TASK DATA below:
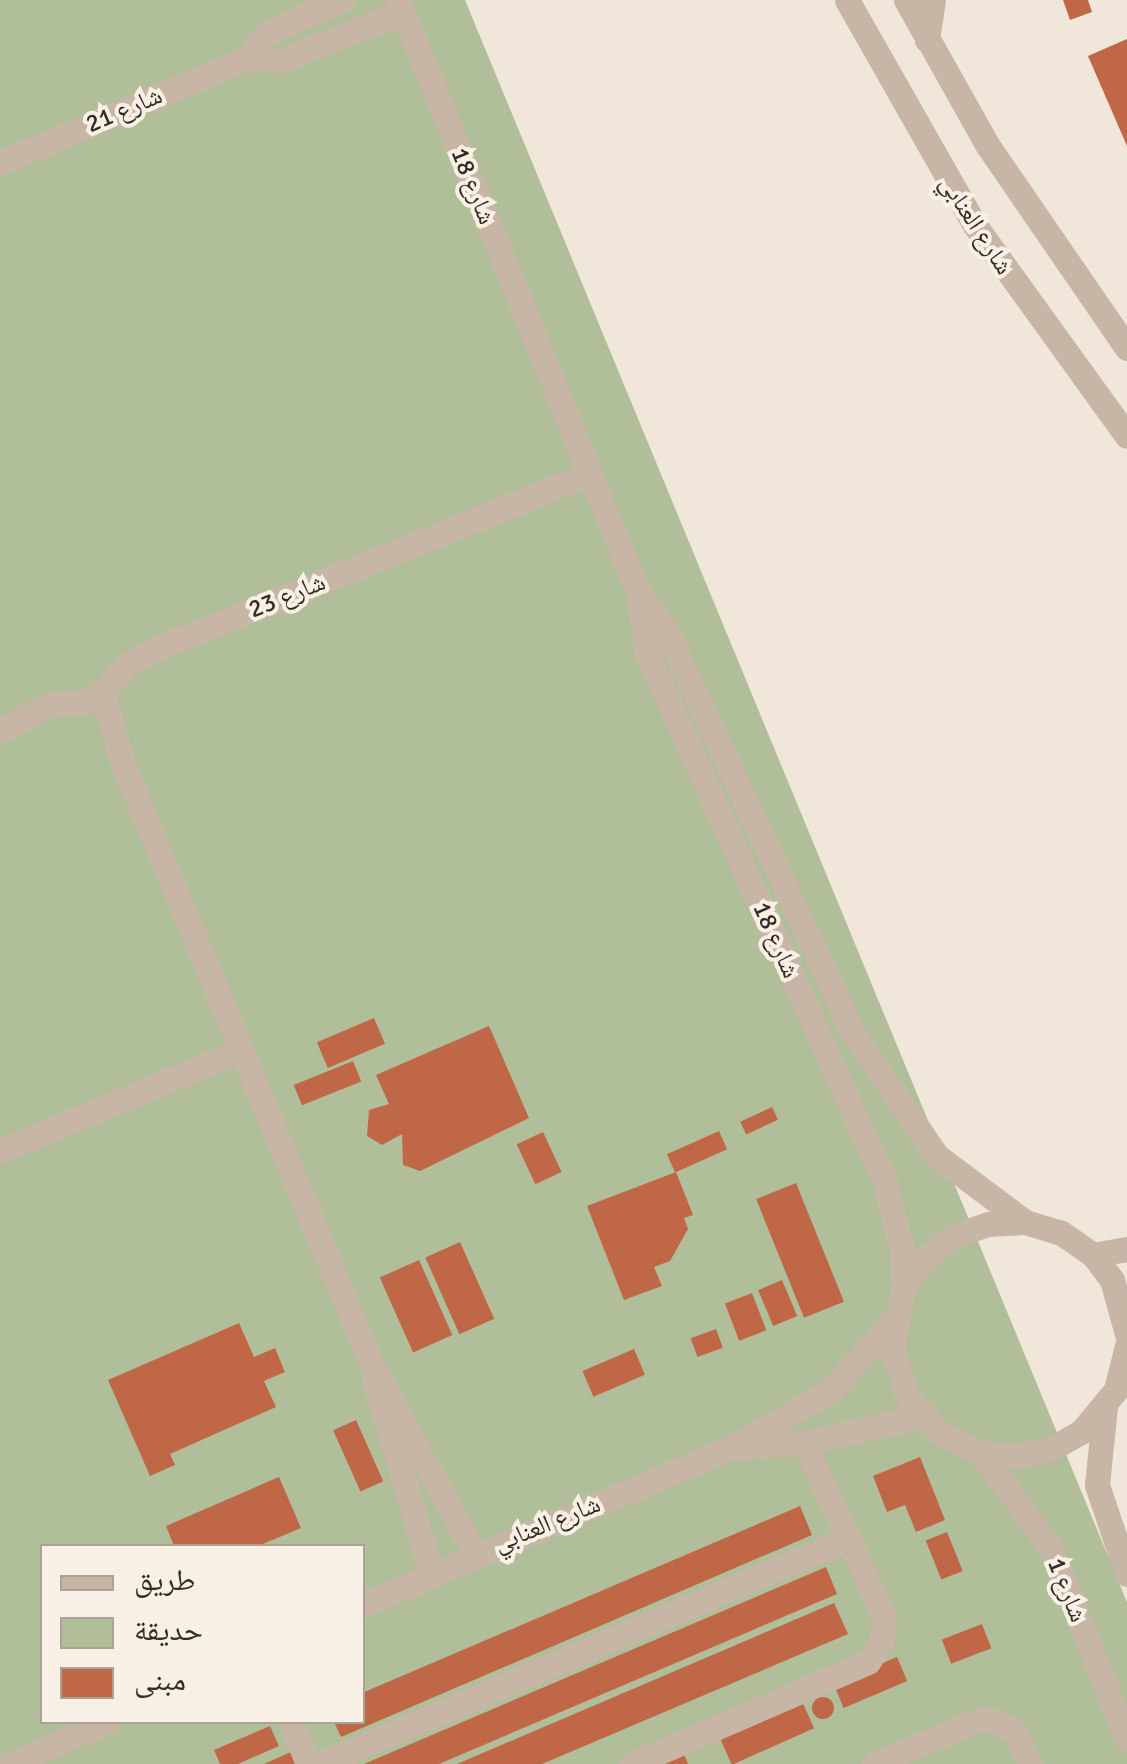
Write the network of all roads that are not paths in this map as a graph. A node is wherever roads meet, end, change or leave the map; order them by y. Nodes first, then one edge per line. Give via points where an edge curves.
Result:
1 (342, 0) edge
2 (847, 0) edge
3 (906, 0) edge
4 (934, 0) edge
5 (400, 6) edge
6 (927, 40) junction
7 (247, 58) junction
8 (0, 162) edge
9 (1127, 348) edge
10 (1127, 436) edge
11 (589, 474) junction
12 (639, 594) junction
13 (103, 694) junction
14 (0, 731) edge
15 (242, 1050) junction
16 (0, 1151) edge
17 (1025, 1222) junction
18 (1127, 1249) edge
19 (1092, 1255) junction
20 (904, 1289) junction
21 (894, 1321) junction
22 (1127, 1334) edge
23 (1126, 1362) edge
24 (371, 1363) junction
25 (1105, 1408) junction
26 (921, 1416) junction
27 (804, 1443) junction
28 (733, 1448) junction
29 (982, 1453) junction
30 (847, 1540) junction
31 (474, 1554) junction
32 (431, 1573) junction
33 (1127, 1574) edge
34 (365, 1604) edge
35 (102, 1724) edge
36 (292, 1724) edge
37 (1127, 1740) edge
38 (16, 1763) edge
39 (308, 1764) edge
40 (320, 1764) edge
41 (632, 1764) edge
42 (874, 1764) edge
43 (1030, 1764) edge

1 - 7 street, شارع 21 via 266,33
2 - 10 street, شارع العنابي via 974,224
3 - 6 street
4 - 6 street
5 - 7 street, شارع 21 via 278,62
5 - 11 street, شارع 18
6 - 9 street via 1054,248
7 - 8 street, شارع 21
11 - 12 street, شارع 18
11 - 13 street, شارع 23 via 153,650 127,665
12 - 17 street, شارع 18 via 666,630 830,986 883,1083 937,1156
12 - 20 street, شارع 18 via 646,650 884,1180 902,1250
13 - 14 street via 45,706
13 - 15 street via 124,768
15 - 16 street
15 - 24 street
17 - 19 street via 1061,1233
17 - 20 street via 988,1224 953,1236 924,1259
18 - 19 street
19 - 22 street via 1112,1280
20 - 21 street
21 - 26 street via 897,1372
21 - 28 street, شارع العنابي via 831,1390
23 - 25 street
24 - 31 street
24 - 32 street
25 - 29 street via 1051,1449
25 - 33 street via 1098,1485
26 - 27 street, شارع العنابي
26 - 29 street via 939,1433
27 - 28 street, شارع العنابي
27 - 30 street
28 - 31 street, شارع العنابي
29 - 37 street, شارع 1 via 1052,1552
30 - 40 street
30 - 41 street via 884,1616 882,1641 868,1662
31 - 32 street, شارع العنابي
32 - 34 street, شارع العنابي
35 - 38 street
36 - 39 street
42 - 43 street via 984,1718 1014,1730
End of TASK DATA.
TASK DATA below:
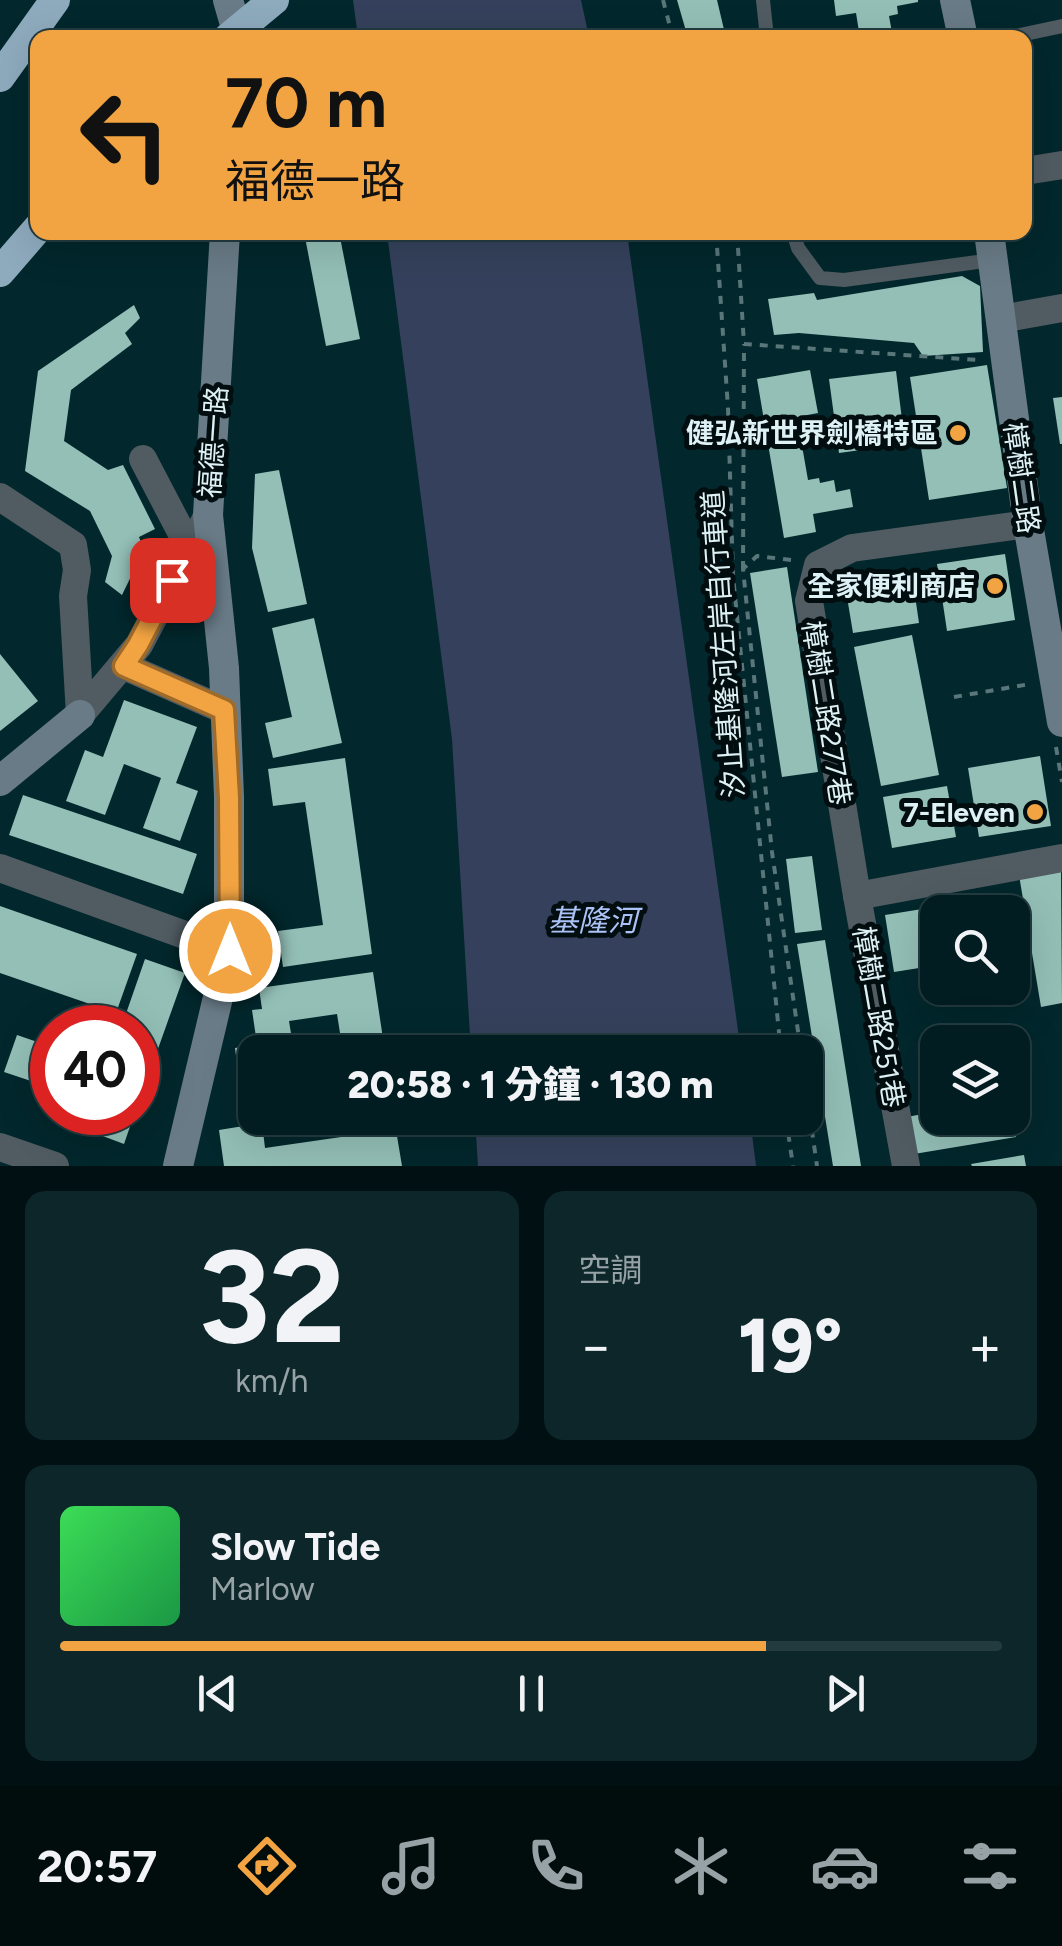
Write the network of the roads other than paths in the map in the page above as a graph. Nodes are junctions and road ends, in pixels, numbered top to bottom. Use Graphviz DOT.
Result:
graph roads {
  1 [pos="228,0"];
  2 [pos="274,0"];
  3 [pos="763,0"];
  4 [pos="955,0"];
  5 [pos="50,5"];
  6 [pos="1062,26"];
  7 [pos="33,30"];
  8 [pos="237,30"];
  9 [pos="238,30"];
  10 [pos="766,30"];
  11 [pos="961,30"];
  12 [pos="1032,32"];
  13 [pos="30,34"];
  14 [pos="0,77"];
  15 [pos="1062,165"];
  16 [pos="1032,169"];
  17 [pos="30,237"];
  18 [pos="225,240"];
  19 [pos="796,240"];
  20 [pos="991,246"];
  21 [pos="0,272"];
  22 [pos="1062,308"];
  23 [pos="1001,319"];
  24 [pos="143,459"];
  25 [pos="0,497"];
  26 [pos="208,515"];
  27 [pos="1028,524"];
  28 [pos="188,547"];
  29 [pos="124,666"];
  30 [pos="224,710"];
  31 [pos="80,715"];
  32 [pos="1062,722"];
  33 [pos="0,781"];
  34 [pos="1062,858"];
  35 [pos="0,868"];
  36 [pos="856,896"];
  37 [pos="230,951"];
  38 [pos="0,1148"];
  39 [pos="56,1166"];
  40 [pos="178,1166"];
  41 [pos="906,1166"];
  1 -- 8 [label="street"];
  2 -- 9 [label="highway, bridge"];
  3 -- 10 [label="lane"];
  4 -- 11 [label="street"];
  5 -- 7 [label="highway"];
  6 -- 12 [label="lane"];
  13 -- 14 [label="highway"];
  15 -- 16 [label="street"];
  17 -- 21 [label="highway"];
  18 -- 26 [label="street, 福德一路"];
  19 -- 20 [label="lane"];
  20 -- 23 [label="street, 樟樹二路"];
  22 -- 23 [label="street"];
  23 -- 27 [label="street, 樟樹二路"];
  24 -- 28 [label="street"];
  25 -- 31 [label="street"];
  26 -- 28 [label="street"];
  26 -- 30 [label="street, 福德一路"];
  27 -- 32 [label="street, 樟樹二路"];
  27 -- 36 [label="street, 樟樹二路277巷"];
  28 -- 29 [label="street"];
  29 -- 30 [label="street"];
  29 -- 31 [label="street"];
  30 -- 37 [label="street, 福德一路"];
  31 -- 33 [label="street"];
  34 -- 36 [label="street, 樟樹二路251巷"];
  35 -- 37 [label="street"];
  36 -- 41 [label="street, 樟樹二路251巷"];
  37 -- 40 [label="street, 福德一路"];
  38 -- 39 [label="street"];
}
End of TASK DATA.
TASK DESCRIPTION:
Only lines containing the word "highway" should be copied from the material above.

RESPONSE:
  2 -- 9 [label="highway, bridge"];
  5 -- 7 [label="highway"];
  13 -- 14 [label="highway"];
  17 -- 21 [label="highway"];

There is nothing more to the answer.